Олег Стрижак - Город
Меня жена моя удостоила кратким, безразличным взглядом (успев, как умеют исключительно женщины, высмотреть и безжалостно изучить меня всего и вынести окончательное решение) и уверенно, чуть иронично обратилась к майору.
…Ее жизнь загадочна для меня. Что-то я в последние годы слышал о ней: иной муж, неудачные роды, разведена и еще раз замужем, ребенок, вновь разведена; в четвертом замужестве видели ее на премьерах, приемах… Как я зол. Как ничтожен, как мстителен, нехорош и завистлив, как приятно мне думать, что она подурнела, живет трудно, тянет лямку, без радости и удач, пишет в год свои восемь никому не нужных листов, как положено кандидату, и в утренней темноте, под колючим снегом все в той же, облезлой уже, шубейке… я ничтожен, я нехорош, но могу вас утешить: всем вам нужен повод для жалости, всем вам нравится пожалеть, и никого из вас в жизни не заинтересует женщина, дающая повод к жалости; могу вас утешить.
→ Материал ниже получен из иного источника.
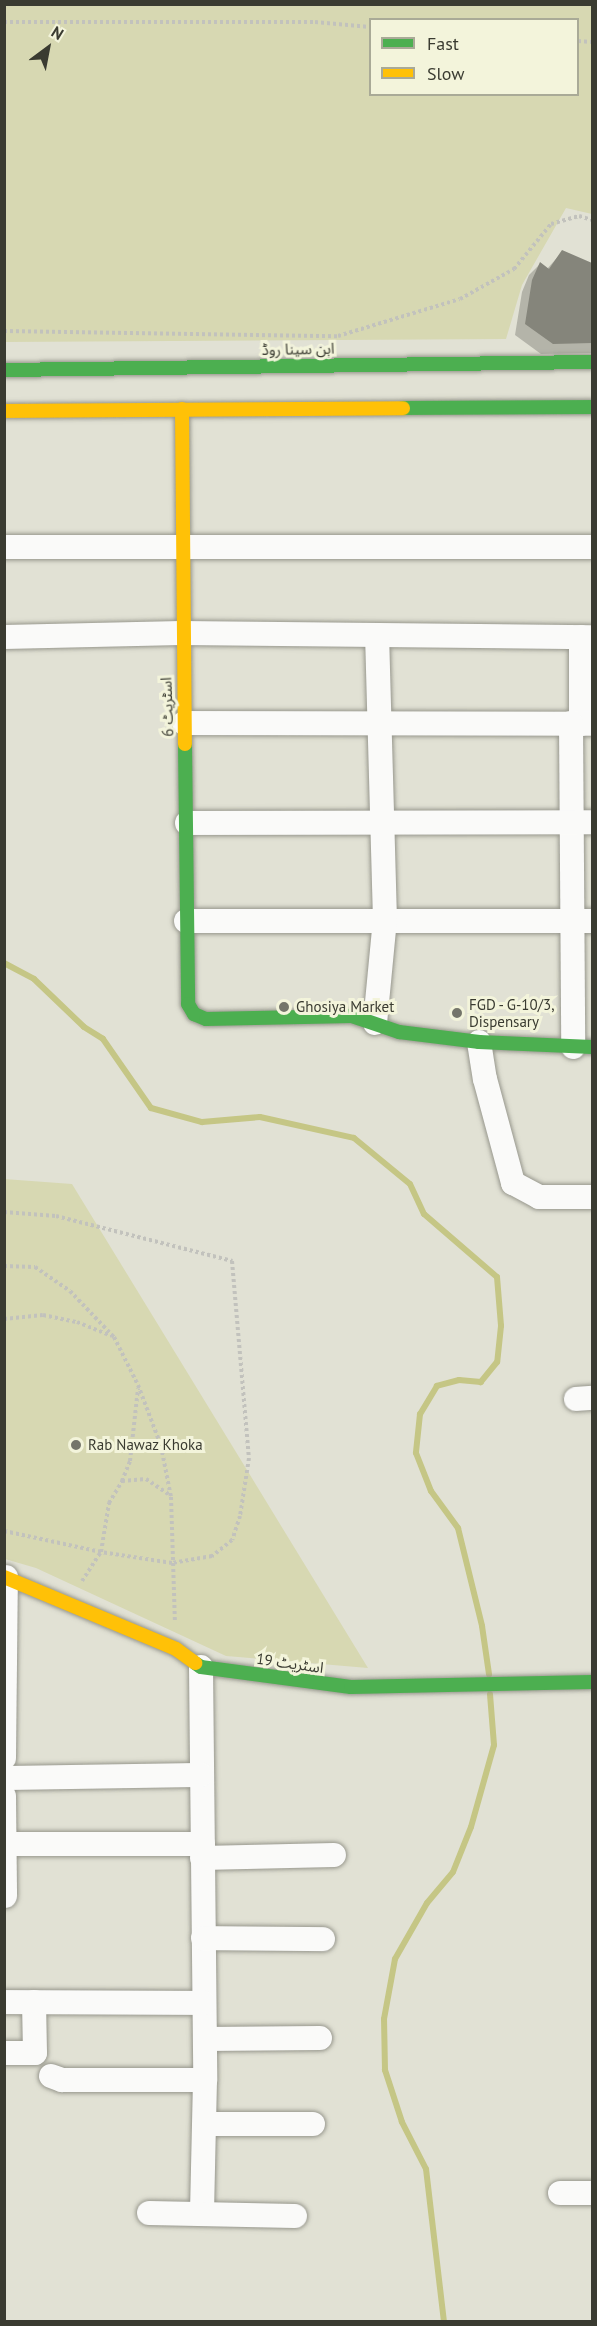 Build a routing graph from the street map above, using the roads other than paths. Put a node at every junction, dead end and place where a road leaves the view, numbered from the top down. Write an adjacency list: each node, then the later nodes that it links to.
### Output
1 (592, 362): 2 (street, ابن سینا روڈ)
2 (4, 370)
3 (592, 407): 4 (street)
4 (182, 409): 5 (street); 7 (street, اسٹریٹ 6)
5 (4, 411)
6 (4, 547): 7 (street)
7 (181, 547): 8 (street); 9 (street, اسٹریٹ 6)
8 (592, 547)
9 (181, 633): 10 (street); 11 (street); 13 (street, اسٹریٹ 6)
10 (377, 635): 12 (street); 14 (street)
11 (4, 637)
12 (587, 637): 15 (street)
13 (184, 723): 14 (street); 18 (street, اسٹریٹ 6)
14 (380, 723): 15 (street); 16 (street)
15 (582, 724): 17 (street)
16 (383, 821): 17 (street); 18 (street); 19 (street)
17 (581, 821): 21 (street)
18 (187, 823): 20 (street, اسٹریٹ 6)
19 (385, 920): 20 (street); 21 (street); 22 (street)
20 (186, 921): 22 (street, اسٹریٹ 6)
21 (582, 921): 24 (street)
22 (375, 1023): 23 (street)
23 (480, 1042): 24 (street); 25 (street)
24 (583, 1047)
25 (592, 1197)
26 (5, 1577): 27 (street, اسٹریٹ 19); 29 (street)
27 (201, 1667): 28 (street, اسٹریٹ 19); 30 (street)
28 (592, 1682)
29 (4, 1758)
30 (201, 1775): 31 (street); 34 (street)
31 (4, 1778)
32 (4, 1796): 33 (street)
33 (5, 1844): 34 (street); 36 (street)
34 (202, 1851): 35 (street); 37 (street)
35 (334, 1855)
36 (5, 1896)
37 (203, 1938): 38 (street); 41 (street)
38 (322, 1940)
39 (4, 2002): 40 (street)
40 (34, 2002): 41 (street); 44 (street)
41 (204, 2003): 43 (street)
42 (320, 2038): 43 (street)
43 (204, 2039): 46 (street)
44 (4, 2052)
45 (51, 2076): 46 (street)
46 (205, 2080): 47 (street)
47 (205, 2124): 48 (street); 52 (street)
48 (313, 2124)
49 (560, 2193): 50 (street)
50 (592, 2193)
51 (149, 2212): 52 (street)
52 (202, 2213): 53 (street)
53 (295, 2216)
Моя (в таком давнем прошлом, что кажется мое прошлое уже придуманным) жена всё так же красива, всё так же юна, всё так же помрачительно хороша, привлекательна, всё так же блистает, но уже на несравненно высшем уровне: такие женщины умело реализуют себя в замужествах, восходя уверенно и величаво; теперь она замужем за… (имен, по ничтожеству моему, называть не смею) особую прелесть ей, в блеске ее положения, придает и то, что она, ко всему, еще что-то пишет: легко, не без талантливости, хотя чуточку витиевато, что, впрочем, почти что умно, ей завидуют и мужчины и женщины, и стараются, все без различия, ей угодить, завоевать как великую милость ее очень внимательный и недолгий, задумчивый взгляд, и мужчины, встречаясь нечаянно с нею, припоминают вдруг, чувствуют грудью, тоскою в груди, полузабытые строки о том, что подле такой вот женщины: бледнеть и гаснуть — вот блаженство…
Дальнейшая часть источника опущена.